SLAMDANCE’S 20TH FESTIVAL ANNOUNCES DYNAMIC 2014 FEATURE FILM COMPETITION LINEUP

(LOS ANGELES, CA – December 3, 2013) The Slamdance Film Festival today announced their Narrative and Documentary Feature Film Competition programs for its 20th Festival season. As the premiere film festival for filmmakers by filmmakers, Slamdance’s showcase for emerging filmmakers includes 10 narrative and 8 documentary films, including 11 World Premieres, 4 North American, and 1 US Premiere. After receiving over 5,000 submissions this year, Slamdance is proud to present the best of first time feature filmmakers pushing the boundaries of filmmaking with innovation and unique talent. All competition films are feature film directorial debuts with budgets of less than $1 million and without US distribution, and were programmed entirely from blind submissions by the Slamdance filmmaking community.

Jury Awards are presented to feature films in both categories and all films are eligible for the Spirit of Slamdance Award judged by the filmmakers themselves, as well as the Audience Awards.

“The 2014 Feature Competition bristles with raw talent and innovative filmmaking.
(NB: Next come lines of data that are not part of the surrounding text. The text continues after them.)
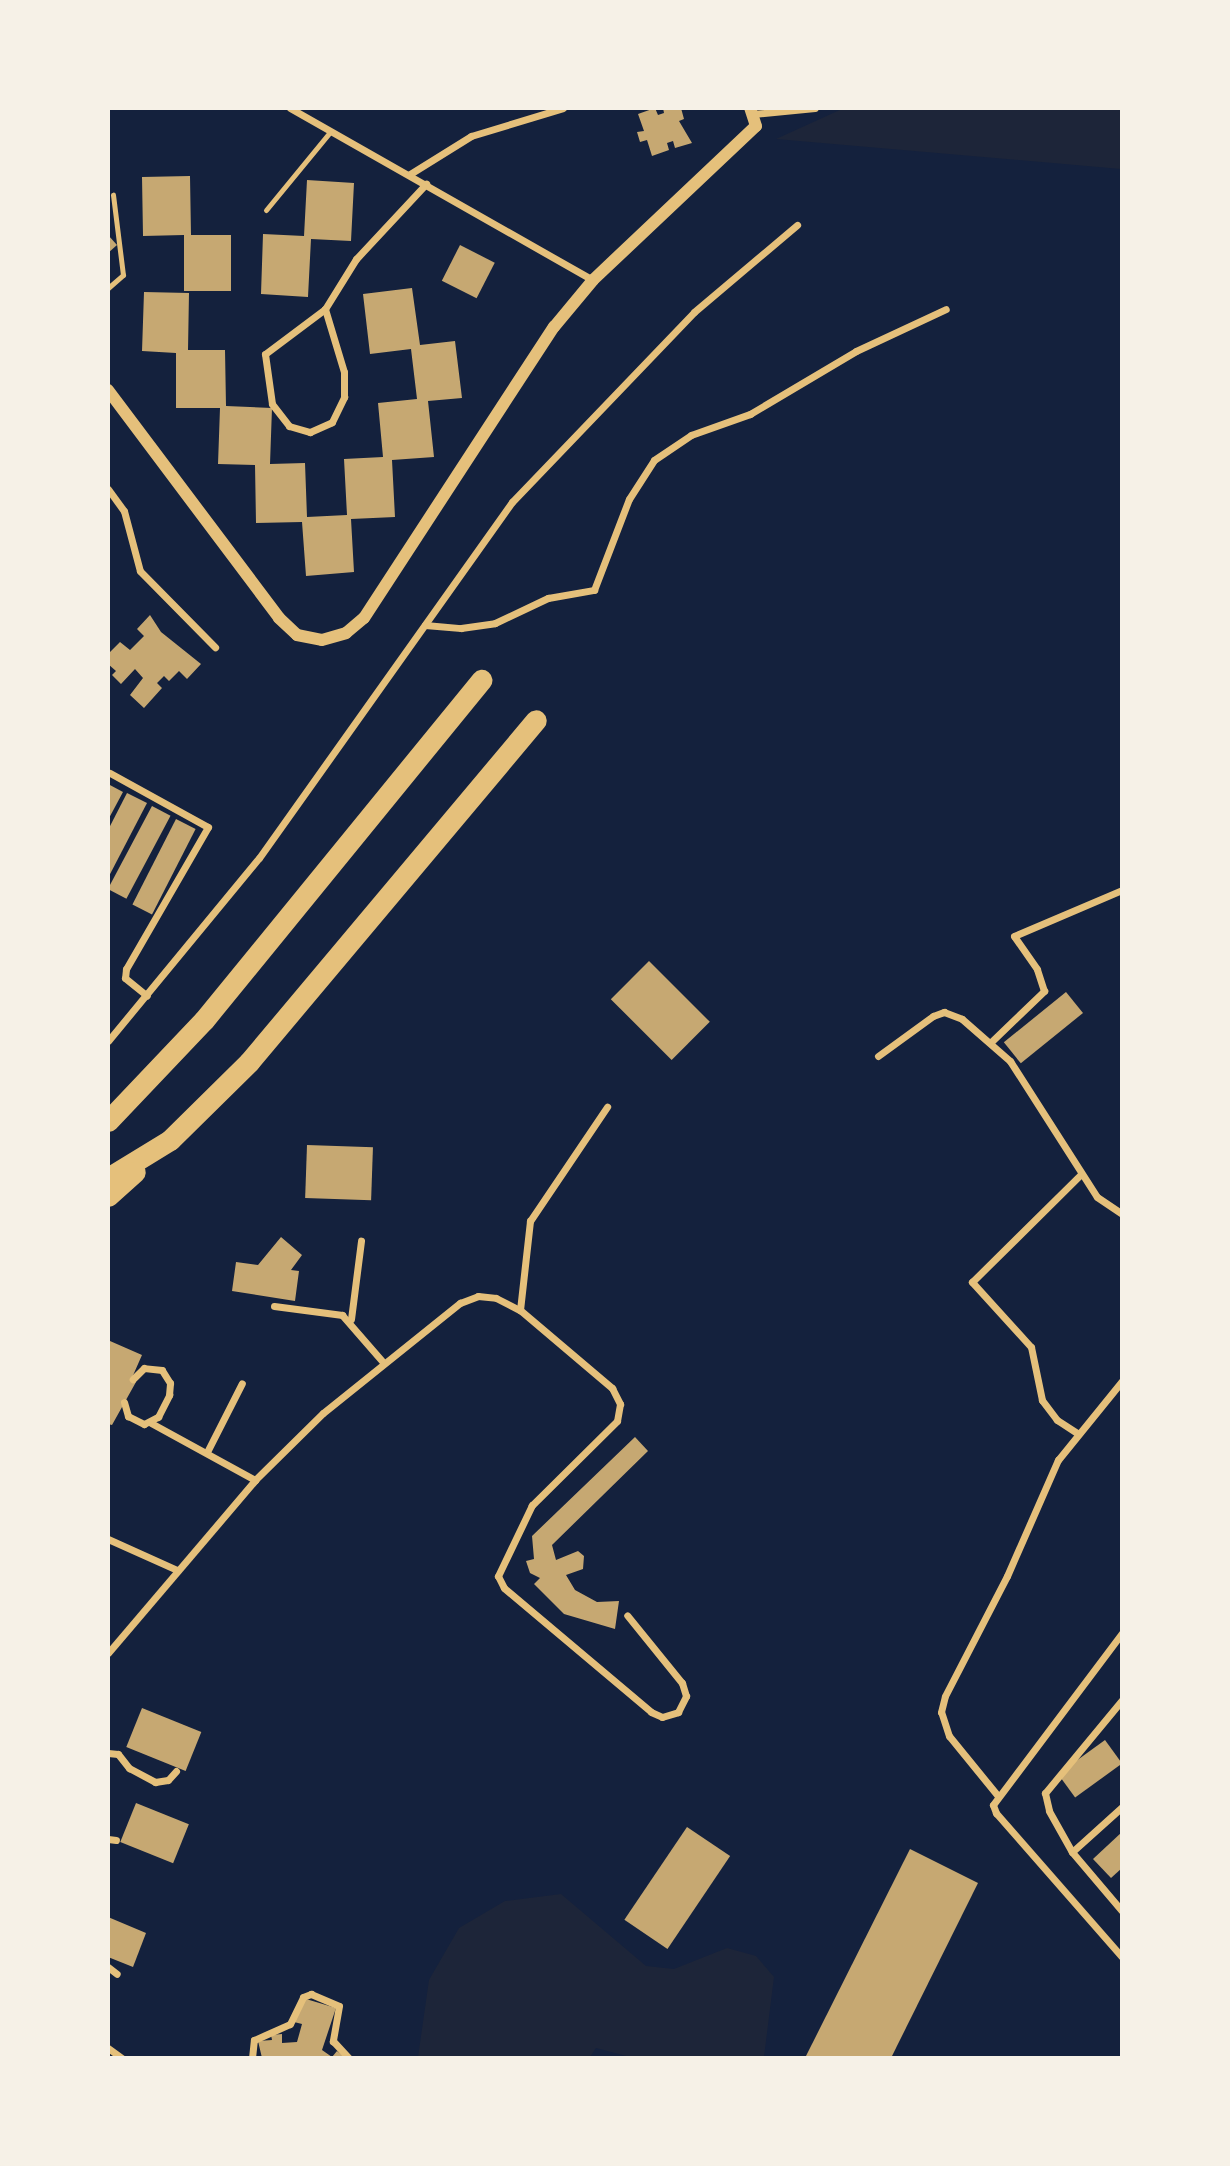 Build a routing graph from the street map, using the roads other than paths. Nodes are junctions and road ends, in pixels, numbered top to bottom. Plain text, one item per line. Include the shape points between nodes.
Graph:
1 (290, 108) edge
2 (563, 108) edge
3 (815, 108) edge
4 (752, 111) edge
5 (331, 131) junction
6 (410, 174) junction
7 (426, 184) junction
8 (113, 195) dead end
9 (267, 210) dead end
10 (797, 225) dead end
11 (593, 280) junction
12 (108, 288) edge
13 (325, 309) junction
14 (946, 309) dead end
15 (108, 390) edge
16 (108, 489) edge
17 (425, 625) junction
18 (215, 647) dead end
19 (481, 680) dead end
20 (536, 720) dead end
21 (110, 773) edge
22 (1122, 890) edge
23 (147, 996) junction
24 (108, 1041) edge
25 (991, 1042) junction
26 (878, 1056) dead end
27 (132, 1100) junction
28 (607, 1107) dead end
29 (108, 1115) edge
30 (108, 1121) edge
31 (170, 1140) junction
32 (1081, 1174) junction
33 (108, 1178) edge
34 (108, 1196) edge
35 (1122, 1214) edge
36 (361, 1241) dead end
37 (274, 1306) dead end
38 (520, 1310) junction
39 (351, 1319) junction
40 (382, 1361) junction
41 (133, 1379) dead end
42 (1122, 1381) edge
43 (242, 1384) dead end
44 (124, 1402) dead end
45 (151, 1423) junction
46 (1077, 1433) junction
47 (206, 1452) junction
48 (256, 1480) junction
49 (108, 1539) edge
50 (177, 1570) junction
51 (627, 1615) dead end
52 (1122, 1633) edge
53 (108, 1653) edge
54 (1122, 1700) edge
55 (108, 1753) edge
56 (176, 1770) dead end
57 (998, 1796) junction
58 (1122, 1807) edge
59 (1072, 1852) junction
60 (1122, 1911) edge
61 (1122, 1957) edge
62 (108, 1967) edge
63 (117, 1974) dead end
64 (108, 2048) edge
65 (122, 2057) edge
66 (252, 2057) edge
67 (349, 2057) edge

1 - 5 street
2 - 6 street via 471,136
3 - 4 street
4 - 11 street via 756,126
5 - 6 street
5 - 9 lane
6 - 7 street
7 - 11 street
7 - 13 street via 355,259
8 - 12 lane via 123,275
10 - 17 street via 694,312 512,502
11 - 15 street via 514,385 364,618 346,633 322,640 298,635 279,618
13 - 13 street via 344,372 344,397 332,422 310,432 289,426 272,404 264,354
14 - 17 street via 856,351 750,414 691,435 654,460 638,479 594,590 548,598 495,623 461,628
16 - 18 street via 124,511 140,571
17 - 23 street via 327,756 259,858
19 - 27 highway via 269,942
20 - 31 highway via 249,1062
21 - 23 street via 208,827 126,969 125,978
22 - 25 street via 1014,936 1037,969 1044,991
23 - 24 street
25 - 26 street via 962,1019 944,1012
25 - 32 street via 1010,1061
27 - 29 highway
27 - 30 highway
28 - 38 street via 530,1221
31 - 33 highway
31 - 34 highway
32 - 35 street via 1097,1197
32 - 46 street via 972,1282 1031,1347 1042,1400 1057,1420
36 - 39 street
37 - 39 street
38 - 40 street via 496,1298 478,1296 460,1303
38 - 51 street via 612,1388 620,1414 532,1504 498,1576 504,1588 581,1656 651,1712 671,1715 686,1696 682,1683
39 - 40 street
40 - 48 street
41 - 45 street via 153,1367 167,1374 169,1395
42 - 46 street
43 - 47 street
44 - 45 street via 128,1416
45 - 47 street
46 - 57 street via 1058,1460 941,1712 964,1758
47 - 48 street
48 - 50 street
49 - 50 street
50 - 53 street
52 - 57 street
54 - 59 street via 1045,1793 1049,1811
55 - 56 street via 118,1754 129,1768 155,1782 167,1780
57 - 61 street via 993,1805 996,1813
58 - 59 street
59 - 60 street
62 - 63 street
64 - 65 street
66 - 67 street via 257,2036 290,2024 303,1997 311,1994 339,2006 333,2040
As an organization run by filmmakers for filmmakers, we couldn’t imagine a truer way of representing the first 20 years and beginning our next,” states Peter Baxter, Slamdance President and Co- Founder.

The 2014 Slamdance Film Festival will take place from January 17th – 23rd, 2014 in Park City, Utah at the Treasure Mountain Inn, located at 255 Main Street, Park City, UT 84060.

NARRATIVE FEATURES PROGRAM

Copenhagen – Director & Screenwriter: Mark Raso

(USA, Canada, Denmark) World Premiere

A charming scoundrel visiting the city of his father’s birth, William is drawn to his impromptu guide Effy – wise, spontaneous, and half his age.

Cast: Gethin Anthony, Frederikke Dahl Hansen, Sebastian Armesto, Tamzin Merchant

 

Goldberg & Eisenberg – Director & Screenwriter: Oren Carmi

(Israel)

A lonely computer programmer finds his life disrupted by a boorish thug who becomes dangerously obsessed in this darkly absurd drama.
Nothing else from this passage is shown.